Monday, Nov. 29, 1948

The New Pictures

The Kissing Bandit (MGM) pokes some good-humored fun at the buskin-and-bluster heroes of costume melodrama. The picture itself is only a costume piece, with a little vaudeville thrown in. Its best features are the broad comedy by J. Carroll Naish, the sentimental songs sung by Frank Sinatra and Kathryn Grayson, and some lively Spanish dances.

The story is about what you would expect in a second-rate comic opera. A proper Bostonian (Sinatra) arrives in Spanish-owned California to take over an inn and a gang of bandits inherited from his father. The rootin'-tootin' father had been bored with innkeeping, but he was a great hand at banditry and kissing the women he robbed. The son is a shaky beanpole who falls off his horse at the drop of a hoof. He is afraid of guns and women, but anxious to see that the inn has plenty of clean sheets and towels.

Producer Joe Pasternak was wise enough not to ride this little gag too hard. He has allowed time for enough moon-spoon-swoon songs to please the most ardent Sinatra fans. Kathryn Grayson occasionally joins in, and gives the love lyrics a wholesome quality of antiseptic passion.
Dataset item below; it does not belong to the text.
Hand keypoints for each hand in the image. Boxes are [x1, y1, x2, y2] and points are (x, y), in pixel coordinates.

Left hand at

As Chico, head of the working bandits, J. Carroll Naish does a fine eye-rolling caricature of the stock "Mexican general." He is greased-up, bulb-nosed, and hidden by eyebrows and mustache heavy enough to make a hair shirt. The dancers (Ricardo Montalban, Sono Osato, Ann Miller, Cyd Charisse) are easy to watch. The Technicolor makes the white horses and blue skies look wonderful, and most of the actors feverish.

When My Baby Smiles at Me (20th Century-Fox) is a watered-down version of the durable stage hit Burlesque.* The old plot is still there, but the characters have been tidied up. The play treated burlesque as a pretty tough part of show business. In the movie, it is just more of the same old backstage life where actors occasionally misplace a pronoun.
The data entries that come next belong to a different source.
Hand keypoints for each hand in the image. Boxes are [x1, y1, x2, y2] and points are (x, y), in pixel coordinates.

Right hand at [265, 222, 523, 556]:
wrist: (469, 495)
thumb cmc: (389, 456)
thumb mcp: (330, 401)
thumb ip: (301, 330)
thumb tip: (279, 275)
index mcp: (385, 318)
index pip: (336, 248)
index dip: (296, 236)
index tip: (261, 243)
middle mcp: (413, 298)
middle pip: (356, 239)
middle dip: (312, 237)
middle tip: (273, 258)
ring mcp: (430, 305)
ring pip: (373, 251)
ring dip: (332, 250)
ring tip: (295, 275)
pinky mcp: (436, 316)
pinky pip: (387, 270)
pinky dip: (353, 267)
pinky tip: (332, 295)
In some recent pictures, Betty Grable fans have had a hard time finding their girl beneath the ermine and the bustles. In this one, she appears in tights, slit skirts, and other examples of sensible Grable costume. Fortunately, the camera provides all the customers with seats well down front, just below the runway.

As Skid, Grable's alcoholic husband, Dan Dailey is an engaging dancing partner. The moral seems to be: forced to choose between booze and Grable, what man would be fool enough to want to drink?

Rogues' Regiment (Universal-International) revives the reliable old French Foreign Legion and throws in a few renegade Nazis for good measure. It seems that a sinister character known as Carl Reicher (Stephen McNally) disappeared from Nazi circles at the time Hitler died. Hot on his trail is a handsome, fearless U.S. intelligence officer (Dick Powell) whose spy contact in Saigon is a sultry nightclub singer (Marta Toren). The comic strips could take it from there.

Military spies, according to Rogues' Regiment, are a pretty simple-minded lot. The Legion at Saigon is heroically engaged in beating up some native revolutionists (they appear to want something to eat, or a vote, or some other non-military objective). When the slinky girl spy copies a secret map, the Legionnaires study it and then stoutly march straight into an ambush--exactly where it was marked on the map. The only thing Sleuth Powell needs to make him more conspicuous when he is out snooping at night is a neon sign on his chest.

* First produced on Broadway in 1927, with Barbara Stanwyck and Hal Skelly, revived in 1946, with Jean Parker and Bert Lahr.